Static Topic Bridges
ENSO: The El Niño–Southern Oscillation System
The El Niño–Southern Oscillation (ENSO) is the periodic alternation of warming (El Niño) and cooling (La Niña) of sea surface temperatures in the central and eastern equatorial Pacific Ocean, coupled with changes in atmospheric pressure patterns (the Southern Oscillation). ENSO operates on a 2–7 year cycle and is the single most important driver of inter-annual climate variability globally. The Niño 3.4 region (5°N–5°S, 120°W–170°W) is the standard monitoring zone for SST anomalies. An anomaly of ≥+0.5°C for five consecutive overlapping three-month periods indicates El Niño; ≤−0.5°C indicates La Niña.
- ENSO cycle period: 2–7 years
- Key monitoring region: Niño 3.4 (central-eastern Pacific)
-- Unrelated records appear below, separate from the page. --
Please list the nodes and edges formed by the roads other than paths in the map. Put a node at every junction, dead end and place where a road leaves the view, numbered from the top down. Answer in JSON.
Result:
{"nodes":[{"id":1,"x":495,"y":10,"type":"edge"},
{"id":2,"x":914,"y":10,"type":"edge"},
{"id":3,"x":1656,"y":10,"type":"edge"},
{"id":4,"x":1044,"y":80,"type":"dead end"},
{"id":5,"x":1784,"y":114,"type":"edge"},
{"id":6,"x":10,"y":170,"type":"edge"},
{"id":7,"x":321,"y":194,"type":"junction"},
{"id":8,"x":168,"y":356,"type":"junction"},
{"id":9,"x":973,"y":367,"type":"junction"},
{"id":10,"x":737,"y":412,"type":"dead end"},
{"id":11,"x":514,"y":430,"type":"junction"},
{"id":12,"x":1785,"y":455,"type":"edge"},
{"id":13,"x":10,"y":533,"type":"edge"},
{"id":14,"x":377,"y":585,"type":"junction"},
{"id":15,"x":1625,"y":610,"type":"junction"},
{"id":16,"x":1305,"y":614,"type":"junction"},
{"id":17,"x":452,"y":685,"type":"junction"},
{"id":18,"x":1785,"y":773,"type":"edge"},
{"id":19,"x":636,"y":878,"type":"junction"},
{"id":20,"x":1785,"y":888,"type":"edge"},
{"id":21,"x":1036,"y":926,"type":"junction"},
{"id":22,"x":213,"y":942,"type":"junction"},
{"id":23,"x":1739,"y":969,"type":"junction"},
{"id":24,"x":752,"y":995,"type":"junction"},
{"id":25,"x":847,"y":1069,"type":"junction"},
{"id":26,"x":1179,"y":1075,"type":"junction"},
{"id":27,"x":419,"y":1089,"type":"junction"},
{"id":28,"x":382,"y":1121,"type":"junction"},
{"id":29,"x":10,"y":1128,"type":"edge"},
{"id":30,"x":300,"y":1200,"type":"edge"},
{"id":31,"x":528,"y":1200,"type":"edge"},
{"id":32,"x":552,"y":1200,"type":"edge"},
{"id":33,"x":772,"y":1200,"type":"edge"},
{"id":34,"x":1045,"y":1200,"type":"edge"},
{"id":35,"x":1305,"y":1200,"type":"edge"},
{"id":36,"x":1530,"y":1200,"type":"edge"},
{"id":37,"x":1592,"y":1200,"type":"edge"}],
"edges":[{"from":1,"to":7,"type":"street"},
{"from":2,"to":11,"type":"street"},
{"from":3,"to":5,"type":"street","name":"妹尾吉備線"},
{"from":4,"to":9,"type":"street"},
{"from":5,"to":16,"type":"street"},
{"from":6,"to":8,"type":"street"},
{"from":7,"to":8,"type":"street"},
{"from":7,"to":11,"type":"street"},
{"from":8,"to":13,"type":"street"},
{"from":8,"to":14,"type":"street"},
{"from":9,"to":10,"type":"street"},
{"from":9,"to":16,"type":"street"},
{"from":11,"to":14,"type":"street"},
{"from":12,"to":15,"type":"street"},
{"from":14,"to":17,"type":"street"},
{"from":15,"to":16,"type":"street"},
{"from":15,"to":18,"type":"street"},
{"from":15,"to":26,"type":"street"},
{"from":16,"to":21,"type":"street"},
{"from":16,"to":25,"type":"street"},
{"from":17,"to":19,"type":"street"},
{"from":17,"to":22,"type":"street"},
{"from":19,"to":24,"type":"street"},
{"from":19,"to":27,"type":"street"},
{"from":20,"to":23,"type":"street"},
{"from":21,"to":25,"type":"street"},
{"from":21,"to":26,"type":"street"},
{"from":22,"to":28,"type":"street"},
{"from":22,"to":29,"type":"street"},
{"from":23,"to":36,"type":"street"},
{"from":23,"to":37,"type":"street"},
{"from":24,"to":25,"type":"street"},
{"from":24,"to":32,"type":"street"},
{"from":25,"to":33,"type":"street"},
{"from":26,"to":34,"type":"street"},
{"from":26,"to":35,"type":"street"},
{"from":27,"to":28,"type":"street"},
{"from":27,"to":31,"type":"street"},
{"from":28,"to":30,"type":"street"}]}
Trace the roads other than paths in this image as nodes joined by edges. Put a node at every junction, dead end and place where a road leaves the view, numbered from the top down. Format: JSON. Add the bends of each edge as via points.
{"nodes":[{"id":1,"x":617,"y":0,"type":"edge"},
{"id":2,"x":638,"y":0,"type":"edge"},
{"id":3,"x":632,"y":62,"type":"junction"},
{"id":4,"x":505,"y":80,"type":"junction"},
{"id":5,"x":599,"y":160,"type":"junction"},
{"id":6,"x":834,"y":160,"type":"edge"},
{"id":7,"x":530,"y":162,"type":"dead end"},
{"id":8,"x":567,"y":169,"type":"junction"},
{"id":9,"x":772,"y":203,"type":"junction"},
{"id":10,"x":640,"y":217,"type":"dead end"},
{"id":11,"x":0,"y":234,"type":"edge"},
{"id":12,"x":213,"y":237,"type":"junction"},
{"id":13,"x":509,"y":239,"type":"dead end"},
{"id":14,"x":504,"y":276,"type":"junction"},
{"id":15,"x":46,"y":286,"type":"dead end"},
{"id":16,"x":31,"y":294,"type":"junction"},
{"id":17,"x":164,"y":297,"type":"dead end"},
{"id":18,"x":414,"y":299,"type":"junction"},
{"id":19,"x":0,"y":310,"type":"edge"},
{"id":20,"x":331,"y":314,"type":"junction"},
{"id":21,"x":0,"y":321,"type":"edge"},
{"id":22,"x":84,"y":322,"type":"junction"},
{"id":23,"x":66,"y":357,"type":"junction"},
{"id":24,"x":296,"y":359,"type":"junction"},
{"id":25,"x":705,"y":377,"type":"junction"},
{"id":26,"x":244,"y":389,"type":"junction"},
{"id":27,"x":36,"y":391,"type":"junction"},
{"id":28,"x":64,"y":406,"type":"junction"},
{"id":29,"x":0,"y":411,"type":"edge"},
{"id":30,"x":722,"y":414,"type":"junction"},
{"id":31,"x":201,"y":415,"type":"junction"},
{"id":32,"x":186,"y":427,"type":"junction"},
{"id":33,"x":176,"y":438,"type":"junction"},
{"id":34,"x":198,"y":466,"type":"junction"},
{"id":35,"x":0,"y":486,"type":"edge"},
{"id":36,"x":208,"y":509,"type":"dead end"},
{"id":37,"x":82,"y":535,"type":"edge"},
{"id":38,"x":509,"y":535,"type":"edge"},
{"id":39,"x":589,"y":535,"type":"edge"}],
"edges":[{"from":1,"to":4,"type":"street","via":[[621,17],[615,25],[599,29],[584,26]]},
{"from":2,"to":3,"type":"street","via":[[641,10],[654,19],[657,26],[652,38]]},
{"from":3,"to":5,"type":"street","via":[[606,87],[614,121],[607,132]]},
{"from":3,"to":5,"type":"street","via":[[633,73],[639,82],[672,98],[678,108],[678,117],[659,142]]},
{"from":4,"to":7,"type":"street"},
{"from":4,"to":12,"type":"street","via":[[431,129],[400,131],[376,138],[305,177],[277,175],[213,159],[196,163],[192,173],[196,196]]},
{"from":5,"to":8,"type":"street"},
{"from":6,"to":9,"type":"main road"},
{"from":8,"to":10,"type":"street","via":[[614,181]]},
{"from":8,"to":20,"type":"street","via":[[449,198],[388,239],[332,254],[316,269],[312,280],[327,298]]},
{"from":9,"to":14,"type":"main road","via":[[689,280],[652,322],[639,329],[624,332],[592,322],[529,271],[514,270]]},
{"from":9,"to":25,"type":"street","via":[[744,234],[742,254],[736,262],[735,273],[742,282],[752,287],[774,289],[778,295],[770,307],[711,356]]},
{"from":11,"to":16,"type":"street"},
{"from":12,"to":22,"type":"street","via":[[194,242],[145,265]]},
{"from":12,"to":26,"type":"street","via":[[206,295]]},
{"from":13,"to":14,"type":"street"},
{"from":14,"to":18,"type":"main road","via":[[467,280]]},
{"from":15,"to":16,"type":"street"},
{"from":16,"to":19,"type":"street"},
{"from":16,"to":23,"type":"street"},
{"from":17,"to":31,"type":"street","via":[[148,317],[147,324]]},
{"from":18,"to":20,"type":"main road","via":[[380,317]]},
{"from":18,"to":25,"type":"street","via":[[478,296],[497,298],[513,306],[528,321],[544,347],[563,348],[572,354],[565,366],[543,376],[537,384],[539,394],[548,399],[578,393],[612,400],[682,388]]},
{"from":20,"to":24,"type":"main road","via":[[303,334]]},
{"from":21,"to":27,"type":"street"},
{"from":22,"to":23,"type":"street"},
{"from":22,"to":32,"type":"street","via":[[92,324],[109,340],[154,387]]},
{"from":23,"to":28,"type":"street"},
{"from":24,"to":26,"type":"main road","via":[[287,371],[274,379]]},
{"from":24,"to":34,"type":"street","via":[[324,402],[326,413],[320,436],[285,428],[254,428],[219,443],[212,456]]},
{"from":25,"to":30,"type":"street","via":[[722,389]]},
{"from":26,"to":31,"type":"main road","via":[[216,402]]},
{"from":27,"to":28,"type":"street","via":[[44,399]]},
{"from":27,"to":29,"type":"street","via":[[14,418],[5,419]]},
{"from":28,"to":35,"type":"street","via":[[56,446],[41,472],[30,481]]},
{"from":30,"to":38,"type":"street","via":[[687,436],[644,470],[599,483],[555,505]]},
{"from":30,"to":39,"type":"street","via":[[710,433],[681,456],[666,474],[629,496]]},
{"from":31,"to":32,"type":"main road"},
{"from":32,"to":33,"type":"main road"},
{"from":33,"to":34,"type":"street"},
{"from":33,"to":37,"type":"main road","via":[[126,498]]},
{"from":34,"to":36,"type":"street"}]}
- ONI threshold (traditional): ±0.5°C sustained over 5 consecutive 3-month periods
- RONI effective: February 1, 2026 (replaces ONI after 75 years)
- RONI method: SST anomaly in Niño 3.4 minus average SST anomaly across entire tropical belt (20°S–20°N), adjusted to match ONI variability scale
Connection to this news: The ONI's fixed historical baseline was calibrated to a cooler pre-warming ocean; as the entire tropical ocean warms, the baseline itself shifted upward, making relative cooling events (La Niña) invisible under the old index. RONI corrects this by anchoring the metric to relative, not absolute, temperature differences.
El Niño and the Indian Monsoon
India's Southwest Monsoon (June–September) is strongly modulated by ENSO. El Niño years are associated with suppressed monsoon rainfall — weakened pressure gradients reduce moisture transport from the Arabian Sea. La Niña years, conversely, tend to enhance monsoon activity, leading to above-normal rainfall. Approximately 60% of India's agriculture is monsoon-dependent, and ENSO-linked monsoon variability directly affects food security, reservoir storage, hydropower generation, and drought/flood risk. The Indian Ocean Dipole (IOD) acts as a modulating factor — a positive IOD can partially offset El Niño's negative impact on Indian rainfall.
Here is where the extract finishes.